US News

OH, WATT A PLAY!

New York’s new baseball stadiums are more juiced up than a slugger on steroids.

Yankee Stadium and Citi Field combined use enough electricity to power 20,000 homes, twice as much as the old ballparks, Con Ed says.

Citi Field, the smaller of the two, has the higher peak capacity — 11 megawatts, enough to power 11,000 homes. That’s 120 percent more than Shea’s maximum 5-megawatt draw.

The new Yankee Stadium has access to 9 megawatts, enough for 9,000 homes. That’s about twice the power draw of the old Stadium.

Blame the stadiums’ big potential power use on what makes them great — hi-def TV screens, huge scoreboards and extra elevators, escalators and lighting, said Con Ed spokesman Bob McGee.

The Yankees’ new main scoreboard, at nearly 6,000 square feet, is seven times bigger than the lower-tech scoreboard in the old Stadium.

And both new stadiums have plenty more elevators. Citi Field has 11; at Shea there were just four. The new Yankee Stadium has 16 elevators, compared to three in the old park.

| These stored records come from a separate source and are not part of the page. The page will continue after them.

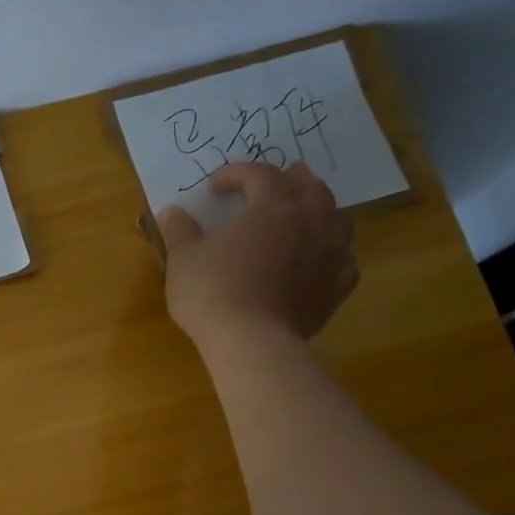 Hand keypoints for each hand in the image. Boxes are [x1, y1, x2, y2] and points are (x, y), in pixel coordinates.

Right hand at [158, 162, 356, 349]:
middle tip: (277, 180)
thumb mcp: (183, 259)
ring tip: (304, 214)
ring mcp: (331, 252)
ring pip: (336, 217)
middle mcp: (310, 219)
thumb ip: (180, 231)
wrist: (250, 340)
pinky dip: (332, 252)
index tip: (215, 185)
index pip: (259, 174)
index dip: (236, 174)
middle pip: (309, 187)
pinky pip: (343, 258)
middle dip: (290, 179)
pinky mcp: (338, 285)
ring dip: (318, 210)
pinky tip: (321, 259)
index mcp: (272, 205)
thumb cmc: (212, 292)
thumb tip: (170, 212) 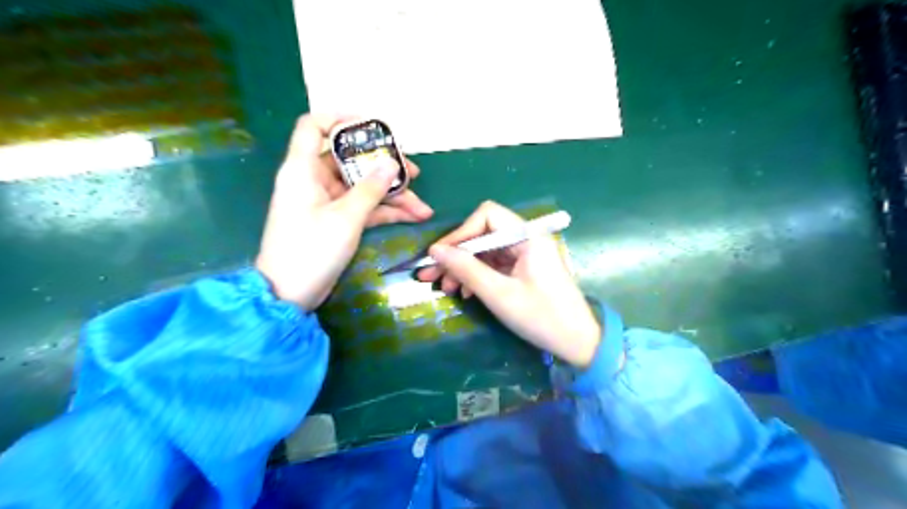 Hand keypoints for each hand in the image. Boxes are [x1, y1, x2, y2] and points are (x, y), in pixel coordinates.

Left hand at [256, 114, 432, 308]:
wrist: (289, 294)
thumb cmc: (310, 250)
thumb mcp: (345, 218)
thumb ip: (371, 189)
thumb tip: (392, 164)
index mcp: (303, 169)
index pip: (314, 126)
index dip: (341, 119)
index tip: (374, 126)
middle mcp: (314, 180)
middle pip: (351, 160)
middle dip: (384, 166)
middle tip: (414, 173)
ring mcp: (327, 202)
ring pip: (363, 187)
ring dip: (392, 195)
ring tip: (423, 207)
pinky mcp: (336, 220)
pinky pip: (364, 208)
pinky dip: (386, 212)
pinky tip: (413, 217)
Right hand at [419, 200, 600, 366]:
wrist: (578, 342)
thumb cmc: (541, 317)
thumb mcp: (498, 293)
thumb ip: (466, 269)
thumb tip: (435, 250)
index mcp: (527, 236)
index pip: (486, 216)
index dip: (459, 233)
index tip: (438, 256)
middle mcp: (526, 238)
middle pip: (483, 233)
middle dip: (456, 254)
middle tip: (430, 275)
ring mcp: (525, 254)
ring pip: (485, 250)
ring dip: (463, 267)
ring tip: (445, 288)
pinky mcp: (524, 268)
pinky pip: (494, 264)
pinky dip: (477, 275)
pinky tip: (465, 293) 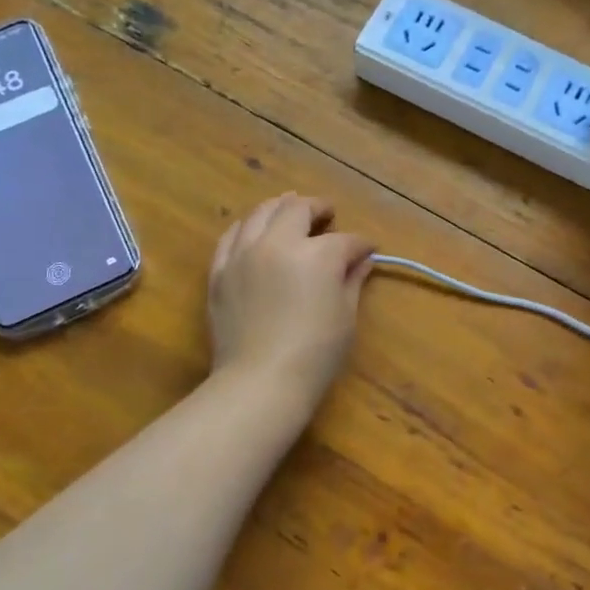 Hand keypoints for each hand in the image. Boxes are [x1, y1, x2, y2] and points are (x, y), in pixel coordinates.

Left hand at [209, 194, 375, 405]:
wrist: (260, 381)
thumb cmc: (315, 353)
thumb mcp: (345, 316)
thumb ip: (352, 280)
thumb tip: (362, 260)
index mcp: (317, 254)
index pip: (345, 240)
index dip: (361, 244)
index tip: (369, 249)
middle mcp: (278, 243)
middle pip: (298, 210)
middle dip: (318, 208)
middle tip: (328, 214)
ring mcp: (244, 254)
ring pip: (261, 213)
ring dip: (281, 208)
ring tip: (291, 210)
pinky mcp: (220, 271)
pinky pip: (231, 236)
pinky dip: (247, 227)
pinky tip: (253, 230) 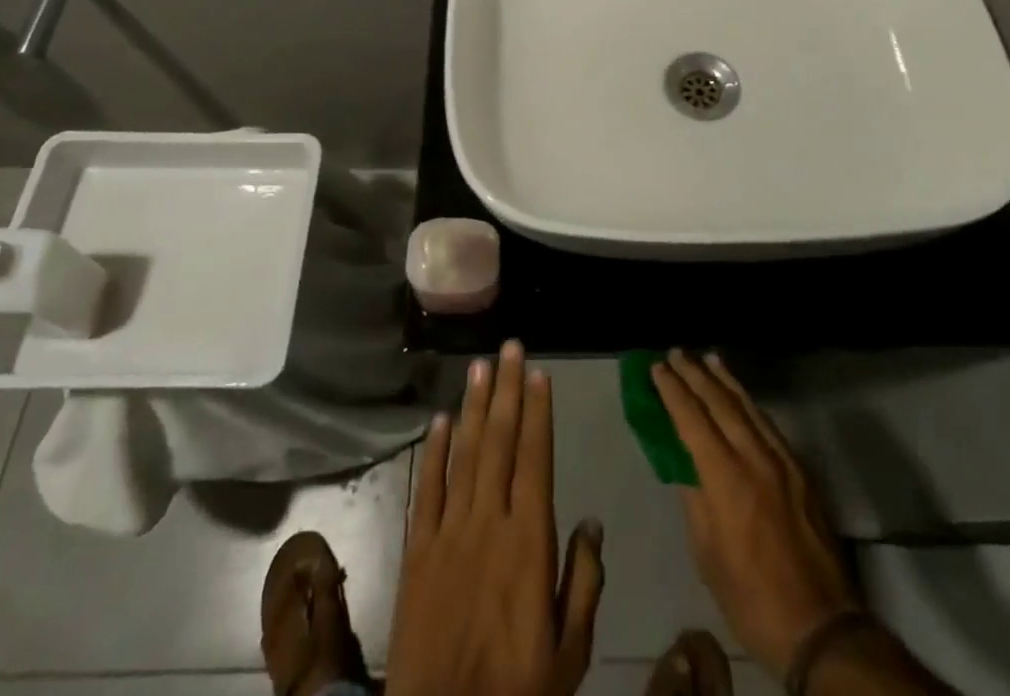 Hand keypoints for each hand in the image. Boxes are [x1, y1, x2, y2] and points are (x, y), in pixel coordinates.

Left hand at [386, 342, 604, 695]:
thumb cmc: (517, 689)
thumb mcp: (569, 651)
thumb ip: (583, 582)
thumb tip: (592, 522)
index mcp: (529, 541)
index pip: (535, 459)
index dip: (538, 413)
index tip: (539, 373)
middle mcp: (489, 522)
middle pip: (499, 442)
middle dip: (506, 390)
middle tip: (510, 347)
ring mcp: (449, 532)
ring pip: (464, 454)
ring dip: (473, 406)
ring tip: (480, 365)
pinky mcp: (418, 549)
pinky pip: (427, 489)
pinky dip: (434, 451)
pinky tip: (440, 419)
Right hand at [652, 351, 858, 678]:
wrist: (820, 627)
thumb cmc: (750, 597)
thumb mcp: (706, 553)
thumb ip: (694, 498)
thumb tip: (685, 462)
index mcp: (725, 478)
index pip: (691, 419)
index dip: (672, 391)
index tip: (657, 367)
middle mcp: (754, 457)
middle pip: (719, 402)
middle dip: (695, 374)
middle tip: (676, 352)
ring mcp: (782, 461)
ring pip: (748, 406)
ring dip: (725, 380)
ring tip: (708, 358)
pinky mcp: (800, 471)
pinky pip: (768, 424)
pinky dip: (749, 402)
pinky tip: (741, 396) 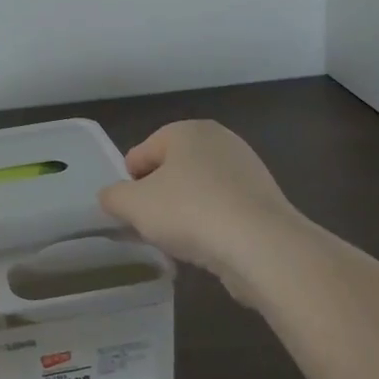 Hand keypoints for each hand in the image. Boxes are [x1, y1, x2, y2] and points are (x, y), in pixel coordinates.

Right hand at [98, 121, 305, 279]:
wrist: (262, 246)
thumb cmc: (189, 212)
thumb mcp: (132, 204)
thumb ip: (112, 196)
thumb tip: (112, 197)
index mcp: (187, 130)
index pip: (141, 153)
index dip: (129, 184)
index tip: (131, 212)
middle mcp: (220, 141)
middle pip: (171, 171)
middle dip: (158, 197)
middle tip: (151, 226)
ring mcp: (248, 170)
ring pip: (198, 192)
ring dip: (185, 213)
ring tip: (180, 242)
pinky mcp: (265, 201)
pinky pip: (224, 210)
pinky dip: (212, 226)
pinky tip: (208, 248) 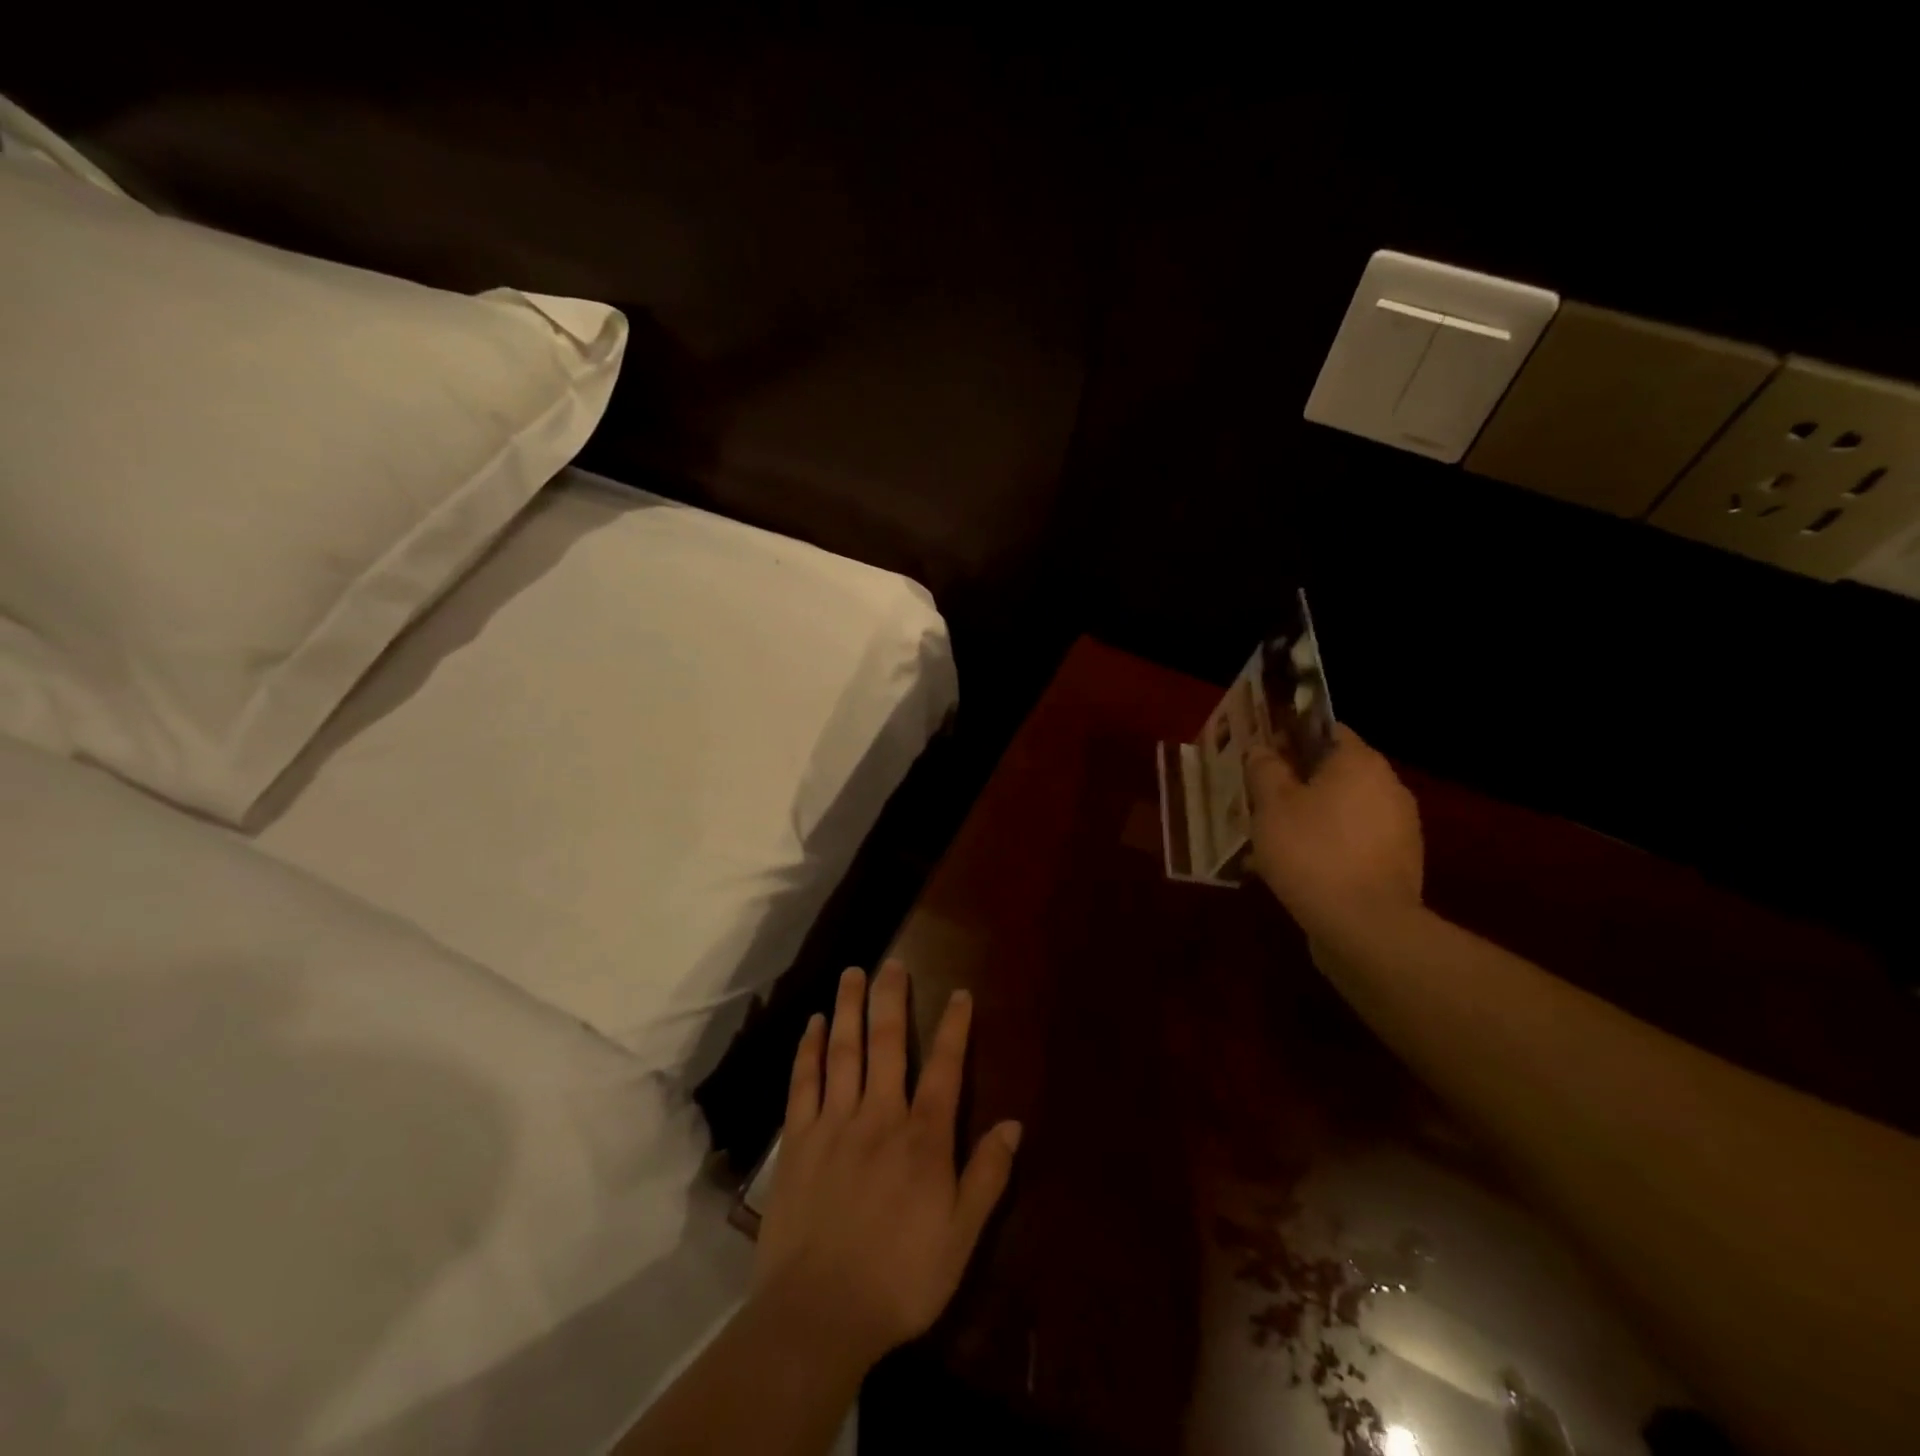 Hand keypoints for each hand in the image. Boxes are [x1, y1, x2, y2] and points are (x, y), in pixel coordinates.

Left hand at [753, 961, 1021, 1374]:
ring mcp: (834, 1124)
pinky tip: (811, 1025)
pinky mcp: (797, 1141)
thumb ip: (987, 1177)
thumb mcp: (961, 1238)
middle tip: (893, 962)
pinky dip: (808, 1050)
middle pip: (888, 1043)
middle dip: (892, 999)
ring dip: (848, 1009)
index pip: (946, 1068)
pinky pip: (804, 1083)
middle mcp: (879, 1116)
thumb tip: (1013, 1125)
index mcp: (923, 1137)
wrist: (818, 1315)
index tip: (959, 993)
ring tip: (852, 973)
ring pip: (843, 1051)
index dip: (954, 1027)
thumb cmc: (899, 1279)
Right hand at [1246, 724, 1424, 947]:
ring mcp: (1399, 828)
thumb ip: (1265, 770)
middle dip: (1296, 783)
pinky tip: (1295, 869)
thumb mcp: (1271, 806)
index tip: (1262, 755)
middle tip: (1258, 799)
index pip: (1326, 730)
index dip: (1291, 737)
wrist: (1366, 928)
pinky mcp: (1397, 864)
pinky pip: (1352, 843)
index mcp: (1359, 763)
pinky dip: (1326, 847)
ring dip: (1309, 818)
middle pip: (1334, 772)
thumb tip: (1262, 750)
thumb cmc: (1312, 852)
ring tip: (1269, 840)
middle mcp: (1388, 787)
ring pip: (1341, 810) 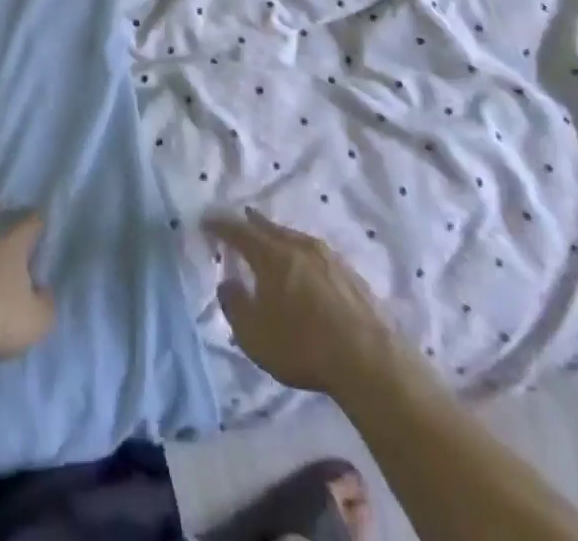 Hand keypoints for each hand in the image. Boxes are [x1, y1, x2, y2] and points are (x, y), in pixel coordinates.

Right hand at [207, 208, 399, 395]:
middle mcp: (298, 246)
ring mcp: (328, 257)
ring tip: (273, 242)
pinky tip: (306, 268)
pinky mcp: (351, 274)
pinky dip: (303, 256)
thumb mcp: (254, 335)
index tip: (207, 221)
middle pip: (270, 228)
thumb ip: (234, 305)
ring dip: (280, 238)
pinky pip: (316, 255)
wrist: (370, 360)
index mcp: (271, 254)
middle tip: (243, 217)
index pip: (238, 231)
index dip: (220, 225)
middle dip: (253, 223)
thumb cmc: (303, 345)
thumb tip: (228, 283)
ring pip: (295, 239) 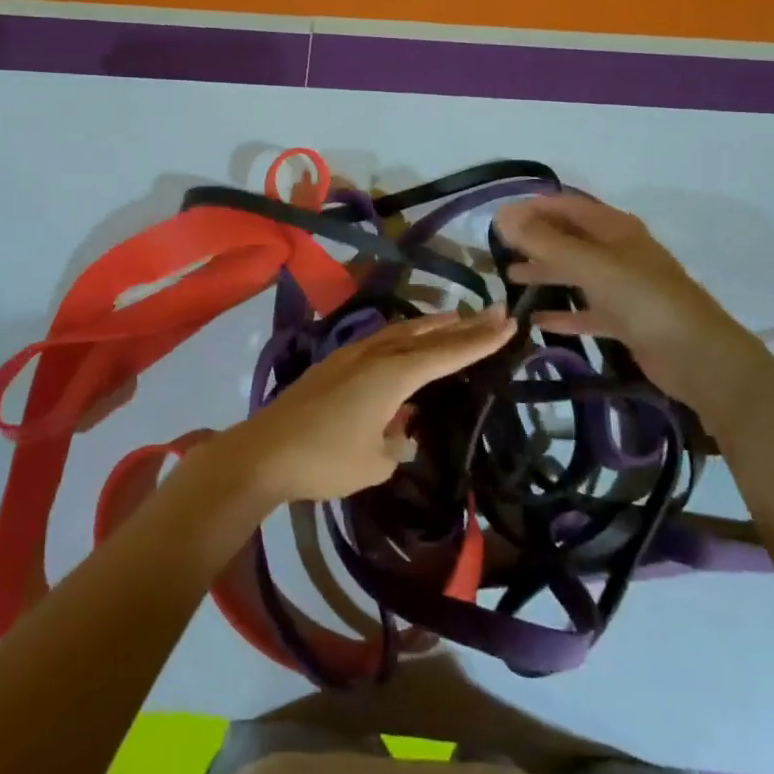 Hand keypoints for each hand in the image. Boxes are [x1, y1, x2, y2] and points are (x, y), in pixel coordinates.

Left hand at [213, 308, 514, 504]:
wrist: (264, 452)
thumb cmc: (325, 460)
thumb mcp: (375, 462)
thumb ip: (397, 442)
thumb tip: (401, 428)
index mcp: (392, 376)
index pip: (446, 353)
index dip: (480, 340)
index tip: (509, 323)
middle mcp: (374, 356)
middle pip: (426, 335)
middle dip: (461, 324)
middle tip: (494, 311)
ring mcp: (350, 356)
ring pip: (400, 332)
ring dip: (430, 325)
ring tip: (454, 317)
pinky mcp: (333, 365)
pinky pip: (380, 341)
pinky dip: (403, 336)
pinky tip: (403, 342)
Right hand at [492, 193, 770, 404]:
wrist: (698, 356)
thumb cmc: (644, 300)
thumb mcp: (590, 265)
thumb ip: (545, 242)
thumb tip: (502, 217)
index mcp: (615, 229)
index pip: (567, 206)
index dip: (533, 208)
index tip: (498, 219)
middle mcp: (618, 252)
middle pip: (569, 238)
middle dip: (535, 240)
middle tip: (496, 249)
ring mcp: (623, 287)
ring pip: (575, 273)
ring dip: (544, 273)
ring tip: (509, 279)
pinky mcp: (625, 319)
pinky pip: (586, 310)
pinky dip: (562, 312)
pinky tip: (536, 320)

Despite the huge power use, the teams insist the grass isn’t the only green thing about the new stadiums.

Citi Field was built with recycled steel and a concrete mix that included coal ash. It’s also got waterless urinals and energy-efficient kitchen equipment, the Mets say.

The Yanks say that their stadium has water-saving plumbing fixtures, and that beverages sold at concession stands will be poured into cups made of biodegradable materials.

The standard for green ballparks has been set by the Washington Nationals’ stadium, which opened last year and won a silver rating from the US Green Building Council — the first major pro stadium to earn such certification.

Nationals Park uses about 15 percent less power than the old RFK Stadium did, thanks in part to energy-saving lighting that reduced peak power usage from 1,293 kilowatts to just 1,011 — a savings worth about $440,000 over 25 years.

Neither the Mets nor Yanks sought Green Building Council certification. The new stadium being built for the Giants and Jets also won’t seek green certification, though it’s expected to have green features.